After causing the same bug multiple times its the user at fault, not the tool.

YAML does a decent enough job.

I think these are the relevant YAML spec sections from a quick glance. If someone wants to correct me, feel free.

YAML spec on double quotes

> The double-quoted style is specified by surrounding “"” indicators. This is the only style capable of expressing arbitrary strings, by using “\” escape sequences. This comes at the cost of having to escape the “\” and “"” characters.

YAML spec on plain style

> The plain (unquoted) style has no identifying indicators and provides no form of escaping. It is therefore the most readable, most limited and most context sensitive style. In addition to a restricted character set, a plain scalar must not be empty or contain leading or trailing white space characters.




> After causing the same bug multiple times its the user at fault, not the tool.

Absolutely not. If the tool is so bad that users commonly make a mistake then the tool should prevent that mistake.

This is a basic UX tenet that unfortunately many people do not know.


It’s a trade off in how the parsing works. No tool is perfect. :shrugs:

The accepted safe default is to use double quotes. If folks don’t know that then that’s on them, not the tool. It’s in the spec.

Good workmen don’t blame their tools.

Edit — I know the UX tenet. I’ve worked in places where they thought using YAML for end users was a good idea. It’s not. It never will be. It’s a backend tool for engineers. So I agree with you in that specific UX case.

But this isn’t an end-user UX case. It’s backend platform configuration.

Use the right tool for the job, and use it the way it’s been designed —> Double quote strings in YAML.

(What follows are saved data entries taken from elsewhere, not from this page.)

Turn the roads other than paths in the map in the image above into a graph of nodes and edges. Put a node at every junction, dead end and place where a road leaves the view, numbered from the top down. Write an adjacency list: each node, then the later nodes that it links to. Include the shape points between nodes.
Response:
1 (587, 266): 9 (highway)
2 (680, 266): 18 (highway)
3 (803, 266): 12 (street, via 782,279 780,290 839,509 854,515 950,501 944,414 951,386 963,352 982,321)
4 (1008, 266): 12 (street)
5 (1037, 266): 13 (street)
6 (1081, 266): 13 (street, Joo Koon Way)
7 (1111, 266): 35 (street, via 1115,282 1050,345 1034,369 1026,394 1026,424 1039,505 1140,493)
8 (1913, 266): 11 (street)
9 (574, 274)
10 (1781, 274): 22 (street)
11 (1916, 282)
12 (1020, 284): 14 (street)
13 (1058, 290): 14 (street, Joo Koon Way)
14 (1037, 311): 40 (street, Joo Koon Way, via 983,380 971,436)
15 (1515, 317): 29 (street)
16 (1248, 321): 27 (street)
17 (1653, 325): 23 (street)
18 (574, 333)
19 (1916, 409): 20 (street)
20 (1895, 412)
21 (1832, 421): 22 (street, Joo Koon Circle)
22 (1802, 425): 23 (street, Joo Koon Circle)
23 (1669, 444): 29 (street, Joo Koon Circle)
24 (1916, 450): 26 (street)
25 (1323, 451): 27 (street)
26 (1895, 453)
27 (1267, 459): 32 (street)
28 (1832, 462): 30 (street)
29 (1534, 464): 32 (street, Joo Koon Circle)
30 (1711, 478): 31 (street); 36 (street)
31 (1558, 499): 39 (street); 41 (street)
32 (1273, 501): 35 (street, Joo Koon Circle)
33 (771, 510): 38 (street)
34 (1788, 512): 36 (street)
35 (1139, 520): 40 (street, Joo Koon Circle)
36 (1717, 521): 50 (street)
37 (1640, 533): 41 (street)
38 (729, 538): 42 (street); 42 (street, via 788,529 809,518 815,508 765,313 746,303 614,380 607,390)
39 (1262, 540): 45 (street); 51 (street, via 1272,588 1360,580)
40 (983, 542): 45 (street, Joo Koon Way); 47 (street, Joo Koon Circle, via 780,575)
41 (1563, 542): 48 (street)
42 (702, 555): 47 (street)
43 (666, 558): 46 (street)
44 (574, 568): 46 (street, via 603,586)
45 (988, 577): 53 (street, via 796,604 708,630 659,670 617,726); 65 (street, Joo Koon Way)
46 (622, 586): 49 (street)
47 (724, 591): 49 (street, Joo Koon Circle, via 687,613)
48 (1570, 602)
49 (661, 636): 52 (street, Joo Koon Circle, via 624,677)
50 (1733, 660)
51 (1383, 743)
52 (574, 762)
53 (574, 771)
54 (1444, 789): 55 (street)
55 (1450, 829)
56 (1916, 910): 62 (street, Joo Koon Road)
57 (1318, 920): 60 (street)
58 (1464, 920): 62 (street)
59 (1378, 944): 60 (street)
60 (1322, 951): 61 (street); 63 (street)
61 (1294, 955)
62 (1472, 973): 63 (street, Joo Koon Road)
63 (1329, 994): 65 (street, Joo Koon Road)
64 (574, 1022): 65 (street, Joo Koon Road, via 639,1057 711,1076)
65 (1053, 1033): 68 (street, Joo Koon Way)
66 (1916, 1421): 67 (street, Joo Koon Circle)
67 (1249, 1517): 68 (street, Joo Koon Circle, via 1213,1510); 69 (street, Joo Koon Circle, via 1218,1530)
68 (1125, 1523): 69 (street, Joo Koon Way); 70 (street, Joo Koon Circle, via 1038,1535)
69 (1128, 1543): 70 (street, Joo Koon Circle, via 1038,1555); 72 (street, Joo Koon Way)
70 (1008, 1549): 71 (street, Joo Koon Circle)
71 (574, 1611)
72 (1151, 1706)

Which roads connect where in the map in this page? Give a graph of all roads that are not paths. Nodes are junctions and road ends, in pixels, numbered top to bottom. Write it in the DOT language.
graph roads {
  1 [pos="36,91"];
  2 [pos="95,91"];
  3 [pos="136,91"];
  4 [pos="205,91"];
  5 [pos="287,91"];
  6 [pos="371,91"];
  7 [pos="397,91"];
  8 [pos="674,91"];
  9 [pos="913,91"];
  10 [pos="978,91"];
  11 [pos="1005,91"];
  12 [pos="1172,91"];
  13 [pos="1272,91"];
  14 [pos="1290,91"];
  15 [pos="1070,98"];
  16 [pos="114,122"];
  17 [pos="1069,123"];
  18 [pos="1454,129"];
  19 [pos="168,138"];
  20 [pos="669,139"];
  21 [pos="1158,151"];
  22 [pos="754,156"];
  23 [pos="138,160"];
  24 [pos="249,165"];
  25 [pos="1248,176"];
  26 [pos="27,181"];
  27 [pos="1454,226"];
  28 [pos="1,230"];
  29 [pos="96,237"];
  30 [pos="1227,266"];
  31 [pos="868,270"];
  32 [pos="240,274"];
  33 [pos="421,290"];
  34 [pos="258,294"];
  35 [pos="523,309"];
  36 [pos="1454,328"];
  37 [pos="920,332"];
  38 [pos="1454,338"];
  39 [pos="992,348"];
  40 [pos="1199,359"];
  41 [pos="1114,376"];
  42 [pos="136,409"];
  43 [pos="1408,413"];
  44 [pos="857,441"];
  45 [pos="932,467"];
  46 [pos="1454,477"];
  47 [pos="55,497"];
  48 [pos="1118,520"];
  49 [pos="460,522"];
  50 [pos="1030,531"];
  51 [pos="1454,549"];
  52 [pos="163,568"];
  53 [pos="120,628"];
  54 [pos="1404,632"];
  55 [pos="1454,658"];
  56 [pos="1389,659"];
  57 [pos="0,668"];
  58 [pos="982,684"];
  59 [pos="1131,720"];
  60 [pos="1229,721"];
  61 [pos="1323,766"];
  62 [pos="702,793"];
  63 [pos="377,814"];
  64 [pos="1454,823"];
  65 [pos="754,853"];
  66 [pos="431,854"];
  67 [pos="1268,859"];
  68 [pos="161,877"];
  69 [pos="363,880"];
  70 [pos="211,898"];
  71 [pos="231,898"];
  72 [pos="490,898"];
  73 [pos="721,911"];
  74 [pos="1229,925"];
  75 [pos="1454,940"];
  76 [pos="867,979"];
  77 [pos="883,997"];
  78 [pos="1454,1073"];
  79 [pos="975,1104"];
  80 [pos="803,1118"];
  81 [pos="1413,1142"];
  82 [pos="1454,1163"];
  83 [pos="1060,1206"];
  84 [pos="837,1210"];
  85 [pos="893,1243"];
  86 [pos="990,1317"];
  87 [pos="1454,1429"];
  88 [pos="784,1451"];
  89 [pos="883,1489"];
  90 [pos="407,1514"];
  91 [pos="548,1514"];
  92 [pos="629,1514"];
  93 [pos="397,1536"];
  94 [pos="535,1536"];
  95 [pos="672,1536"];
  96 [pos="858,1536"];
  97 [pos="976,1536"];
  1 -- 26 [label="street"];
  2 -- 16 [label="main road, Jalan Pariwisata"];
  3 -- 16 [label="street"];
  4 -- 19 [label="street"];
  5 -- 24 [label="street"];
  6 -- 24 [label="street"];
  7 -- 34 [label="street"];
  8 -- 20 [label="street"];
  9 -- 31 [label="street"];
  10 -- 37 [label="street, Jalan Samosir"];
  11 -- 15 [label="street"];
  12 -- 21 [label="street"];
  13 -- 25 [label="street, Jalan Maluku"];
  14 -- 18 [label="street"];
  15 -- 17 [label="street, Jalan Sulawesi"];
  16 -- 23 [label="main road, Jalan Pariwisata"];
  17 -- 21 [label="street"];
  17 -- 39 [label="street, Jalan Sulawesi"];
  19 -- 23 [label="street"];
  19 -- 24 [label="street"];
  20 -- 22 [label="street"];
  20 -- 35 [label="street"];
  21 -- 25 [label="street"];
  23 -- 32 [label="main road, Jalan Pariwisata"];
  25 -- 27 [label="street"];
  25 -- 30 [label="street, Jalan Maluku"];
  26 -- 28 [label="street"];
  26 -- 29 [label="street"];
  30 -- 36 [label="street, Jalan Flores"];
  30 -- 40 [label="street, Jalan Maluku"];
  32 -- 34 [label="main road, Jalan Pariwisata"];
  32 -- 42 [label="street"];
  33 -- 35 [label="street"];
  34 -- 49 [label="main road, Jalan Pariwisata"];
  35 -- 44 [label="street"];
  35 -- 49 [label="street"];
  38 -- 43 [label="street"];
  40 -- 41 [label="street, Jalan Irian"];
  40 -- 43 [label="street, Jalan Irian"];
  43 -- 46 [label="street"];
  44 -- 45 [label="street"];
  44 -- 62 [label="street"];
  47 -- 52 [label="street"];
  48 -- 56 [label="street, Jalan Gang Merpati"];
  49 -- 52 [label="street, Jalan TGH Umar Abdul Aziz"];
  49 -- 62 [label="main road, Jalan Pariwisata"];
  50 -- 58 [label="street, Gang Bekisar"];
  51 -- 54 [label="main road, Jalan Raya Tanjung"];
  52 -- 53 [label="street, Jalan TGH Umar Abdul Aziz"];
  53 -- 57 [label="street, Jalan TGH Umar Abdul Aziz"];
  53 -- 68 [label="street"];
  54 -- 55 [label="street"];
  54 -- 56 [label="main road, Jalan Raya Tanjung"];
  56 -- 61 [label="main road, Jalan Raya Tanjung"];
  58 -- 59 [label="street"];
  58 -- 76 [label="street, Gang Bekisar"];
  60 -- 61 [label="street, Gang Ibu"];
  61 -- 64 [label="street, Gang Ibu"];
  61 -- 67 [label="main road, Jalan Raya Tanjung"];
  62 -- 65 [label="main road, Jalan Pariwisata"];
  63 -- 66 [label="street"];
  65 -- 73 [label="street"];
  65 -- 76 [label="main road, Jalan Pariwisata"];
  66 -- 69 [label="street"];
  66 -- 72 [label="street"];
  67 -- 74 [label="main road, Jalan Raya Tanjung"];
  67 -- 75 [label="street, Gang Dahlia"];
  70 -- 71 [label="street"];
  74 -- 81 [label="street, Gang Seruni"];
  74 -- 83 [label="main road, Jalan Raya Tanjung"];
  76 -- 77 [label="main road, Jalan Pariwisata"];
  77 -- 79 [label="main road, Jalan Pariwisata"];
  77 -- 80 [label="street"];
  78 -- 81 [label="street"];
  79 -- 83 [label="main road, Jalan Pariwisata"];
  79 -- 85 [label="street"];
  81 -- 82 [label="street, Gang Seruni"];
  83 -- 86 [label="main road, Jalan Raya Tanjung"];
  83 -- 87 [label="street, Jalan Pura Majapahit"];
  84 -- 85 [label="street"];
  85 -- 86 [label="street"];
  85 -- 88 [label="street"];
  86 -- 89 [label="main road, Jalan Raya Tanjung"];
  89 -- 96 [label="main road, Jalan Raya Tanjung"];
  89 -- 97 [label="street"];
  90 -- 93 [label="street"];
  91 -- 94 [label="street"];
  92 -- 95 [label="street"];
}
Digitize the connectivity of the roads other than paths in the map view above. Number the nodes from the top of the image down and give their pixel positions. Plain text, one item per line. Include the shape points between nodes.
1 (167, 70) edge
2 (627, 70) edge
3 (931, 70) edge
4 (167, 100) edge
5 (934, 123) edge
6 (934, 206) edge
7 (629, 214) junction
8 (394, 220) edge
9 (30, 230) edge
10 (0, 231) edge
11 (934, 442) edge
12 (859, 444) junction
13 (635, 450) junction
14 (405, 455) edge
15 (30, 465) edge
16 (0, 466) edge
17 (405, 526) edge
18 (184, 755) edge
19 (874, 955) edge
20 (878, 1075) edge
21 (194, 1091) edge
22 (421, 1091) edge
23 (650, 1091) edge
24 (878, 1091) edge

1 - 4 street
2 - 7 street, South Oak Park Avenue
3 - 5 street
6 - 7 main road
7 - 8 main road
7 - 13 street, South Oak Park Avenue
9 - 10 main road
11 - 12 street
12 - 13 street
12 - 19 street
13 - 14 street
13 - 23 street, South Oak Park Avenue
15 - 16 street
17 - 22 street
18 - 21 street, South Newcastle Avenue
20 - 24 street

> Good workmen don’t blame their tools.

Good workmen that are given shoddy tools absolutely blame them.


Good workmen don’t blame their tools.

Good workmen talk shit of particular tools and brands all the time, they just avoid having them in their toolbox. They don’t blame their tools, not all tools.


the first couple of times

Times every yaml user in the multiverse.


It’s a right of passage.

Just like convincing your boss to switch the backend over to K8s and then realising a year later it was a mistake.

Everyone does it.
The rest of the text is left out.